RECORDS TO USE =
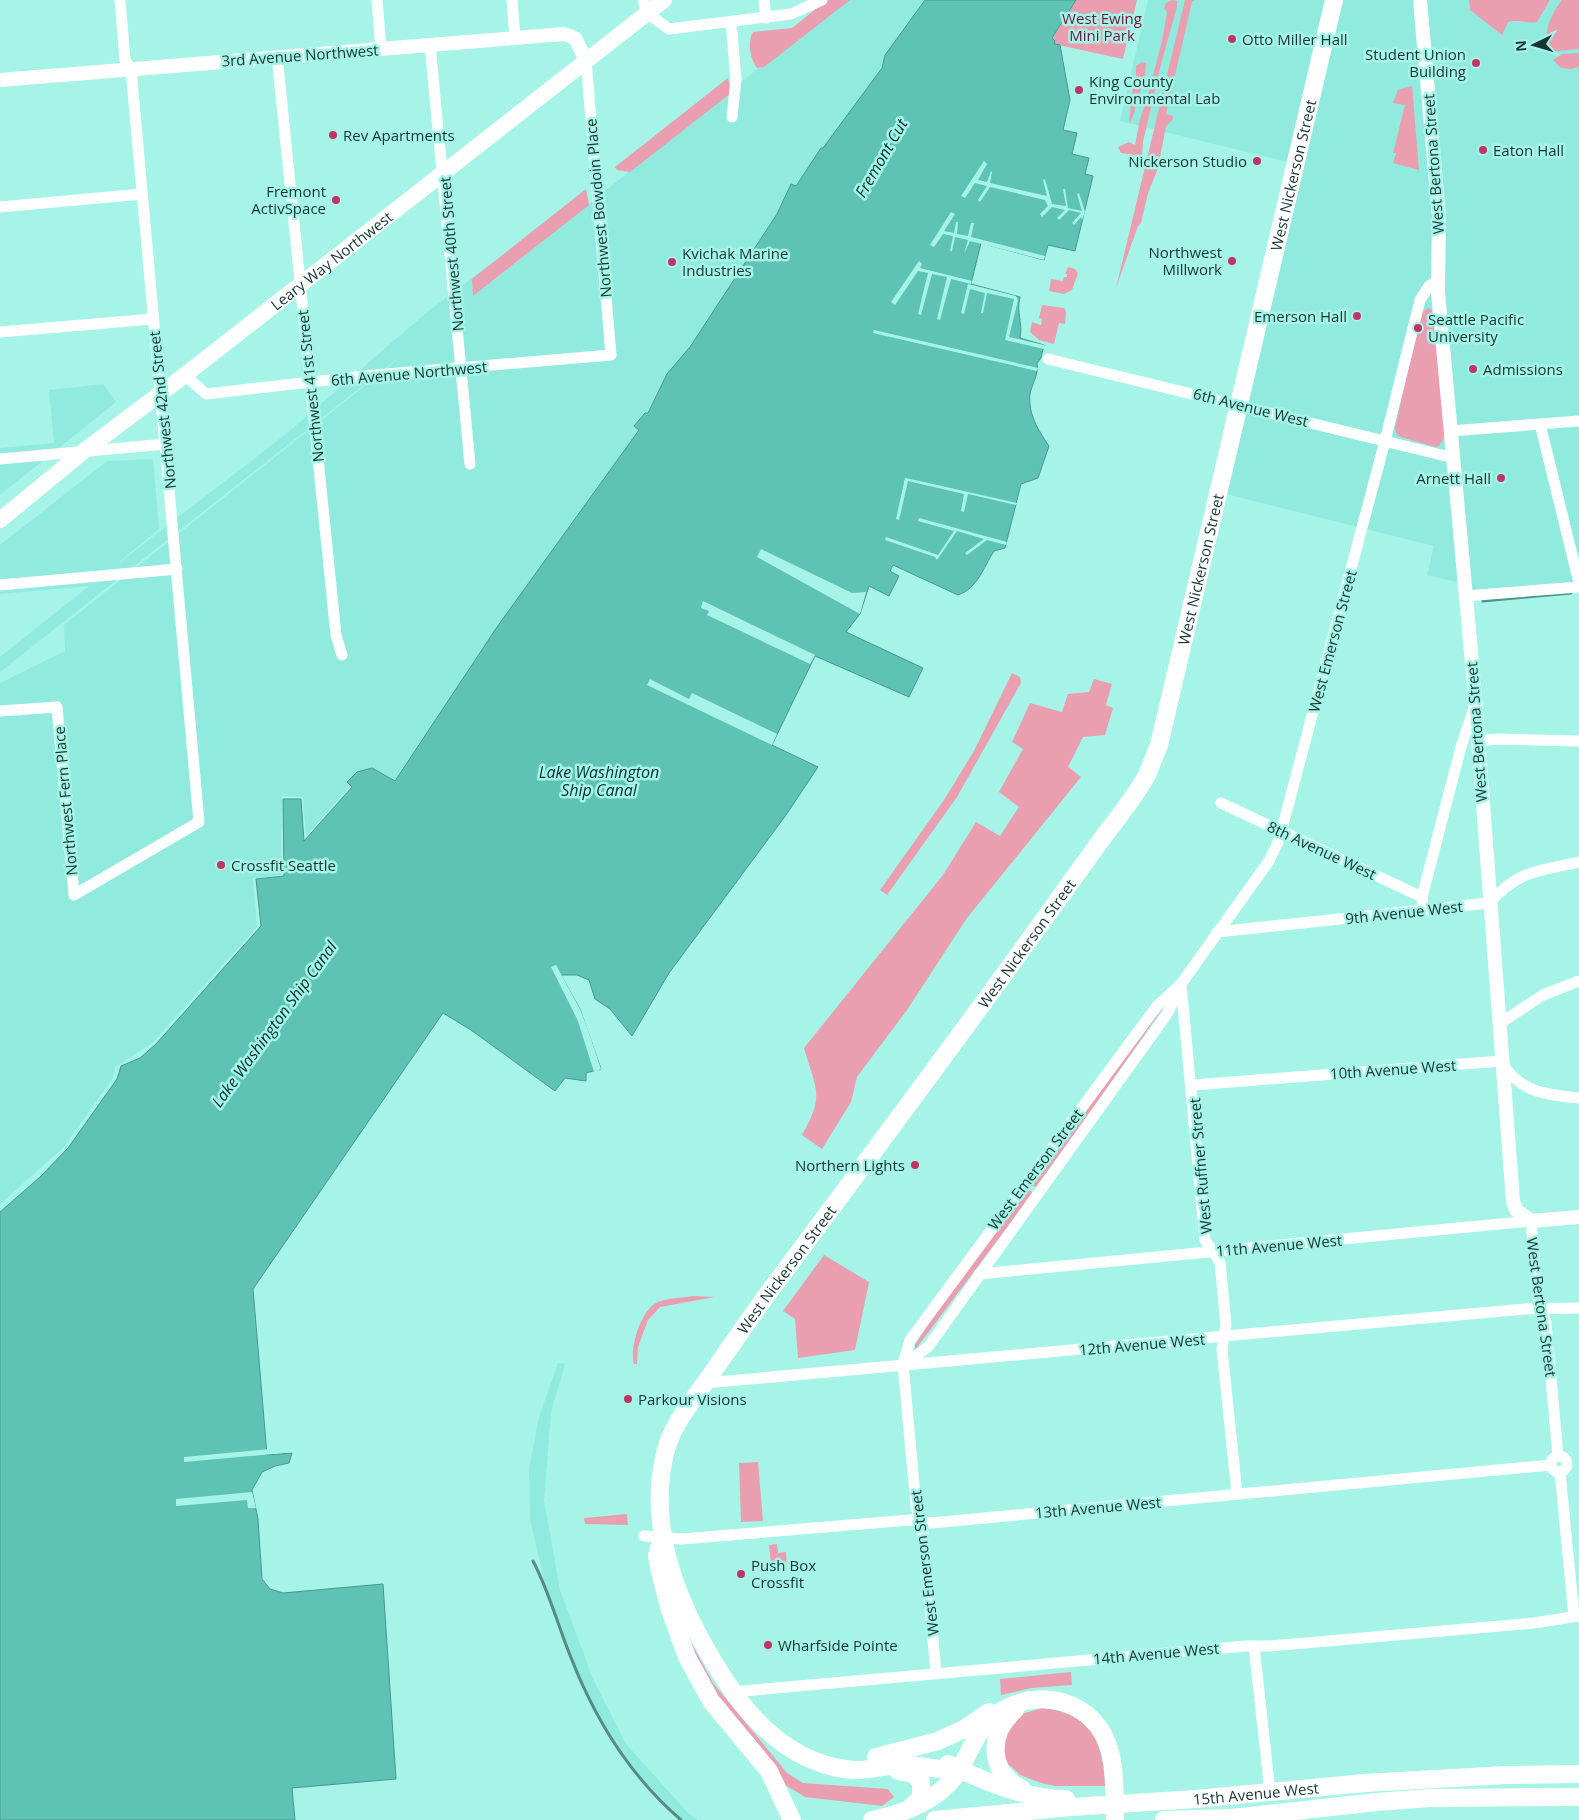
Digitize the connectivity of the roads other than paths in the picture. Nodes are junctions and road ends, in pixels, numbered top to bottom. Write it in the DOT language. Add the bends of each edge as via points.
graph roads {
  1 [pos="120,0"];
  2 [pos="377,0"];
  3 [pos="512,0"];
  4 [pos="664,0"];
  5 [pos="764,0"];
  6 [pos="822,0"];
  7 [pos="1334,0"];
  8 [pos="1420,0"];
  9 [pos="645,6"];
  10 [pos="766,18"];
  11 [pos="731,22"];
  12 [pos="516,38"];
  13 [pos="430,45"];
  14 [pos="381,49"];
  15 [pos="278,56"];
  16 [pos="586,60"];
  17 [pos="131,69"];
  18 [pos="0,80"];
  19 [pos="732,117"];
  20 [pos="443,172"];
  21 [pos="142,194"];
  22 [pos="0,207"];
  23 [pos="1437,281"];
  24 [pos="300,285"];
  25 [pos="152,319"];
  26 [pos="0,332"];
  27 [pos="611,355"];
  28 [pos="1048,359"];
  29 [pos="461,369"];
  30 [pos="185,376"];
  31 [pos="309,383"];
  32 [pos="159,394"];
  33 [pos="1239,404"];
  34 [pos="1579,421"];
  35 [pos="1540,424"];
  36 [pos="1451,432"];
  37 [pos="1385,441"];
  38 [pos="166,444"];
  39 [pos="84,451"];
  40 [pos="1454,458"];
  41 [pos="0,459"];
  42 [pos="470,464"];
  43 [pos="0,520"];
  44 [pos="177,569"];
  45 [pos="1579,583"];
  46 [pos="0,586"];
  47 [pos="1579,588"];
  48 [pos="1465,596"];
  49 [pos="342,655"];
  50 [pos="1475,706"];
  51 [pos="0,711"];
  52 [pos="1477,741"];
  53 [pos="1579,741"];
  54 [pos="1221,802"];
  55 [pos="1281,830"];
  56 [pos="1579,862"];
  57 [pos="74,895"];
  58 [pos="1423,903"];
  59 [pos="1489,903"];
  60 [pos="1217,932"];
  61 [pos="1579,981"];
  62 [pos="1182,984"];
  63 [pos="1499,1024"];
  64 [pos="1501,1061"];
  65 [pos="1193,1084"];
  66 [pos="1579,1098"];
  67 [pos="1579,1217"];
  68 [pos="1531,1221"];
  69 [pos="1214,1252"];
  70 [pos="979,1274"];
  71 [pos="1579,1308"];
  72 [pos="1542,1309"];
  73 [pos="1224,1337"];
  74 [pos="903,1364"];
  75 [pos="705,1383"];
  76 [pos="1563,1463"];
  77 [pos="1237,1494"];
  78 [pos="920,1522"];
  79 [pos="644,1536"];
  80 [pos="662,1538"];
  81 [pos="1576,1616"];
  82 [pos="1254,1646"];
  83 [pos="936,1672"];
  84 [pos="732,1692"];
  85 [pos="1030,1700"];
  86 [pos="877,1763"];
  87 [pos="1579,1764"];
  88 [pos="959,1769"];
  89 [pos="1579,1774"];
  90 [pos="1506,1775"];
  91 [pos="1270,1792"];
  92 [pos="1036,1796"];
  93 [pos="1579,1796"];
  94 [pos="1172,1801"];
  95 [pos="903,1812"];
  96 [pos="792,1820"];
  97 [pos="872,1820"];
  98 [pos="935,1820"];
  99 [pos="1115,1820"];
  100 [pos="1164,1820"];
  101 [pos="1214,1820"];
  1 -- 17 [label="street, Northwest 42nd Street" via="125,60"];
  2 -- 14 [label="street"];
  3 -- 12 [label="street"];
  4 -- 9 [label="main road, Leary Way Northwest"];
  5 -- 10 [label="street"];
  6 -- 10 [label="street" via="791,14"];
  7 -- 33 [label="main road, West Nickerson Street"];
  8 -- 23 [label="street, West Bertona Street" via="1439,217"];
  9 -- 11 [label="street" via="669,29"];
  9 -- 16 [label="main road, Leary Way Northwest"];
  10 -- 11 [label="street"];
  11 -- 19 [label="street" via="736,80"];
  12 -- 13 [label="street, 3rd Avenue Northwest"];
  12 -- 16 [label="street, 3rd Avenue Northwest" via="564,34 575,38"];
  13 -- 14 [label="street, 3rd Avenue Northwest"];
  13 -- 20 [label="street, Northwest 40th Street"];
  14 -- 15 [label="street, 3rd Avenue Northwest"];
  15 -- 17 [label="street, 3rd Avenue Northwest"];
  15 -- 24 [label="street, Northwest 41st Street"];
  16 -- 20 [label="main road, Leary Way Northwest"];
  16 -- 27 [label="street, Northwest Bowdoin Place"];
  17 -- 18 [label="street, 3rd Avenue Northwest"];
  17 -- 21 [label="street, Northwest 42nd Street"];
  20 -- 24 [label="main road, Leary Way Northwest"];
  20 -- 29 [label="street, Northwest 40th Street"];
  21 -- 22 [label="street"];
  21 -- 25 [label="street, Northwest 42nd Street"];
  23 -- 36 [label="street, West Bertona Street"];
  23 -- 37 [label="street, West Emerson Street" via="1423,292 1420,300"];
  24 -- 30 [label="main road, Leary Way Northwest"];
  24 -- 31 [label="street, Northwest 41st Street"];
  25 -- 26 [label="street"];
  25 -- 32 [label="street, Northwest 42nd Street"];
  27 -- 29 [label="street, 6th Avenue Northwest"];
  28 -- 33 [label="street, 6th Avenue West"];
  29 -- 31 [label="street, 6th Avenue Northwest"];
  29 -- 42 [label="street, Northwest 40th Street"];
  30 -- 31 [label="street, 6th Avenue Northwest" via="206,394"];
  30 -- 32 [label="main road, Leary Way Northwest"];
  31 -- 49 [label="street, Northwest 41st Street" via="336,635"];
  32 -- 38 [label="street, Northwest 42nd Street"];
  32 -- 39 [label="main road, Leary Way Northwest"];
  33 -- 37 [label="street, 6th Avenue West"];
  33 -- 75 [label="main road, West Nickerson Street" via="1159,745 1147,775"];
  34 -- 35 [label="street"];
  35 -- 36 [label="street"];
  35 -- 45 [label="street"];
  36 -- 40 [label="street, West Bertona Street"];
  37 -- 40 [label="street, 6th Avenue West"];
  37 -- 55 [label="street, West Emerson Street"];
  38 -- 39 [label="street"];
  38 -- 44 [label="street, Northwest 42nd Street"];
  39 -- 41 [label="street"];
  39 -- 43 [label="main road, Leary Way Northwest"];
  40 -- 48 [label="street, West Bertona Street"];
  44 -- 46 [label="street"];
  44 -- 57 [label="street, Northwest 42nd Street" via="199,822"];
  47 -- 48 [label="street"];
  48 -- 50 [label="street, West Bertona Street"];
  50 -- 52 [label="street, West Bertona Street"];
  50 -- 58 [label="street"];
  51 -- 57 [label="street, Northwest Fern Place" via="57,707"];
  52 -- 53 [label="street"];
  52 -- 59 [label="street, West Bertona Street"];
  54 -- 55 [label="street, 8th Avenue West"];
  55 -- 58 [label="street, 8th Avenue West"];
  55 -- 60 [label="street, West Emerson Street" via="1270,861"];
  56 -- 59 [label="street" via="1522,876 1506,885"];
  58 -- 59 [label="street, 9th Avenue West"];
  58 -- 60 [label="street, 9th Avenue West"];
  59 -- 63 [label="street, West Bertona Street"];
  60 -- 62 [label="street, West Emerson Street"];
  61 -- 63 [label="street" via="1544,995"];
  62 -- 65 [label="street, West Ruffner Street"];
  62 -- 70 [label="street, West Emerson Street" via="1167,1014"];
  62 -- 74 [label="street, West Emerson Street" via="1157,1006 957,1274 910,1340"];
  63 -- 64 [label="street, West Bertona Street"];
  64 -- 65 [label="street, 10th Avenue West"];
  64 -- 66 [label="street" via="1510,1076 1529,1089"];
  64 -- 68 [label="street, West Bertona Street" via="1513,1201 1516,1210"];
  65 -- 69 [label="street, West Ruffner Street" via="1205,1240"];
  67 -- 68 [label="street, 11th Avenue West"];
  68 -- 69 [label="street, 11th Avenue West"];
  68 -- 72 [label="street, West Bertona Street" via="1538,1299"];
  69 -- 70 [label="street, 11th Avenue West"];
  69 -- 73 [label="street, West Ruffner Street" via="1220,1262"];
  70 -- 74 [label="street, West Emerson Street" via="928,1348"];
  71 -- 72 [label="street, 12th Avenue West"];
  72 -- 73 [label="street, 12th Avenue West"];
  72 -- 76 [label="street, West Bertona Street"];
  73 -- 74 [label="street, 12th Avenue West"];
  73 -- 77 [label="street, West Ruffner Street" via="1222,1349"];
  74 -- 75 [label="street, 12th Avenue West"];
  74 -- 78 [label="street, West Emerson Street"];
  75 -- 80 [label="main road, West Nickerson Street" via="668,1440 661,1485"];
  76 -- 77 [label="street, 13th Avenue West"];
  76 -- 81 [label="street, West Bertona Street"];
  77 -- 78 [label="street, 13th Avenue West"];
  78 -- 80 [label="street, 13th Avenue West" via="910,1520"];
  78 -- 83 [label="street, West Emerson Street"];
  79 -- 80 [label="street, 13th Avenue West"];
  80 -- 84 [label="main road, West Nickerson Street" via="690,1618"];
  80 -- 96 [label="main road" via="657,1556 661,1576 687,1657 710,1701 769,1771"];
  81 -- 82 [label="street, 14th Avenue West" via="1534,1623"];
  82 -- 83 [label="street, 14th Avenue West"];
  82 -- 91 [label="street"];
  83 -- 84 [label="street, 14th Avenue West"];
  84 -- 86 [label="main road, West Nickerson Street" via="773,1737 804,1756 828,1764"];
  85 -- 86 [label="main road" via="993,1709 964,1729"];
  85 -- 88 [label="main road" via="1010,1706 989,1721"];
  85 -- 92 [label="main road" via="1001,1725 995,1751 1006,1778"];
  85 -- 99 [label="main road" via="1047,1698 1064,1702 1080,1709 1096,1724 1112,1757"];
  86 -- 88 [label="main road" via="926,1757"];
  86 -- 95 [label="main road" via="909,1772 921,1782 921,1798"];
  87 -- 90 [label="main road"];
  88 -- 92 [label="main road" via="998,1786"];
  88 -- 95 [label="main road" via="932,1798"];
  89 -- 90 [label="main road, 15th Avenue West"];
  90 -- 91 [label="main road, 15th Avenue West"];
  91 -- 94 [label="main road, 15th Avenue West"];
  92 -- 94 [label="main road"];
  93 -- 101 [label="main road, 15th Avenue West" via="1420,1799"];
  94 -- 98 [label="main road, 15th Avenue West"];
  95 -- 97 [label="main road"];
  100 -- 101 [label="main road, 15th Avenue West"];
}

TASK INSTRUCTIONS = Find and copy each line of the data where "Ruffner" is present.

COMPLETED TASK =
  62 -- 65 [label="street, West Ruffner Street"];
  65 -- 69 [label="street, West Ruffner Street" via="1205,1240"];
  69 -- 73 [label="street, West Ruffner Street" via="1220,1262"];
  73 -- 77 [label="street, West Ruffner Street" via="1222,1349"];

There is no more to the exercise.